M.R. (Mark) Arnold has crafted a well-researched novel about Mary Shelley’s life and the experiences she drew from in writing Frankenstein. Beginning with her childhood — dominated by a beloved father, cruel stepmother and their blended children. At 16, she meets the poet Percy Bysshe Shelley and the two soon take off together, accompanied by Mary’s step-sister, Claire Clairmont.

Sharing a philosophical belief in free love, the three flaunt many of the rules of 19th century society and face a good deal of criticism and ostracism. Arnold does a good job capturing the feel of that society — particularly the evening salons where intellectuals gathered to talk over big conceptual ideas (like the definition of life), quote from Shakespeare, reference early Greek myths, and read poetry to one another. The language and voice of the book feel true to this era as well.

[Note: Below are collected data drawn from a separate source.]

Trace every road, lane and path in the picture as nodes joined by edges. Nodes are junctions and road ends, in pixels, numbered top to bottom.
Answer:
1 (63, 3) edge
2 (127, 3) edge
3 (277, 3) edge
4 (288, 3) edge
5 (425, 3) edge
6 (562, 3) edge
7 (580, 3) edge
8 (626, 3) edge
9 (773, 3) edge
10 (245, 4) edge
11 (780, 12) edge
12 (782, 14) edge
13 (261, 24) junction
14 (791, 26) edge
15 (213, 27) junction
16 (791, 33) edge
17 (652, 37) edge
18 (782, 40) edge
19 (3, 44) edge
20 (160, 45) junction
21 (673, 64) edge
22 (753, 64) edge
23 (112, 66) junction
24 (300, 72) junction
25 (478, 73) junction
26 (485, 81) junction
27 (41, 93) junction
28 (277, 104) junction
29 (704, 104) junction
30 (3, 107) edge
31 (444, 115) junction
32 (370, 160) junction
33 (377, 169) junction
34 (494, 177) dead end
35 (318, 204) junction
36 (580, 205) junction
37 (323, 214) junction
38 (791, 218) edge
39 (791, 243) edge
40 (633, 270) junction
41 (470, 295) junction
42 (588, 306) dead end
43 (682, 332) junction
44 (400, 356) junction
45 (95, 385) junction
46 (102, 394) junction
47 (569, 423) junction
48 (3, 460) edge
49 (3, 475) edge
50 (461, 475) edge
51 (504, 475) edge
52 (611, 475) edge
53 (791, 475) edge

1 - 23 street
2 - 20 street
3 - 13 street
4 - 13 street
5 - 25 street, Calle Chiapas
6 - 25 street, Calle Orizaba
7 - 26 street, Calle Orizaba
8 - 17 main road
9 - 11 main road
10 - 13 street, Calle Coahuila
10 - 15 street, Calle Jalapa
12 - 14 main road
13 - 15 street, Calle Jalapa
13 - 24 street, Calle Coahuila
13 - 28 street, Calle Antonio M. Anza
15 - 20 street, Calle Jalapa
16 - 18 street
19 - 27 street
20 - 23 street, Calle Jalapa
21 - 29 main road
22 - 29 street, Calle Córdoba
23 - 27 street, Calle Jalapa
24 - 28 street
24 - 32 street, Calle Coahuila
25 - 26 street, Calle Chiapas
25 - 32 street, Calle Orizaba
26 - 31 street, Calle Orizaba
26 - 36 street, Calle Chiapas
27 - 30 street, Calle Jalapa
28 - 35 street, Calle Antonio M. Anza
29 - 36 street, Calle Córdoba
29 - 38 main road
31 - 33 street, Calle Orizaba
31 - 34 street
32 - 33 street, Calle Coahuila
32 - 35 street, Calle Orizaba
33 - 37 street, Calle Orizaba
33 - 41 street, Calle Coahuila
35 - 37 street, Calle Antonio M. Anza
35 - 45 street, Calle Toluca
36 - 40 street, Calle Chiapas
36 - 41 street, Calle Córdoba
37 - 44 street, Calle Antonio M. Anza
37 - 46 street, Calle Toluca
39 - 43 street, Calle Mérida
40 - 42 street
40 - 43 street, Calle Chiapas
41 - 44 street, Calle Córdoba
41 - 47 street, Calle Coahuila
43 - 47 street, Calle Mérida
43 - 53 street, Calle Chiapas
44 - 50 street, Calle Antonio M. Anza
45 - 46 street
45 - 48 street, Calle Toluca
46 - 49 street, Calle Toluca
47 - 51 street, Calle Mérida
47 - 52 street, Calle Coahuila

But as I made my way through, I came to feel the author became side-tracked with his own interest in the battling egos of Percy Shelley and friend Lord Byron. And, as a result, much of what I longed to read about Mary Shelley was simply not there.

I wanted to read more about the difficulties of a woman at this time trying to write, get published, and be taken seriously in a world dominated by men. Let's explore her resentment, for example, when both Percy and Byron suggest substantial edits to her manuscript, often simply changing HER narrative to reflect their style?

Or more about the struggle balancing her desire to write, her relationship with Percy, and her parenting responsibilities (i.e. the timeless questions all women face, especially when trying to break out of gender norms). There are a few references to Mary nursing her babies but, since much of the time the couple is quite poor, it’s not clear who was actually minding their children?

By the end, I had to conclude the book suffered from having been written by a man who was unable to actually put himself in the mind of the book’s female protagonist and consider that her everyday concerns would have had a much larger scope than simply writing a book.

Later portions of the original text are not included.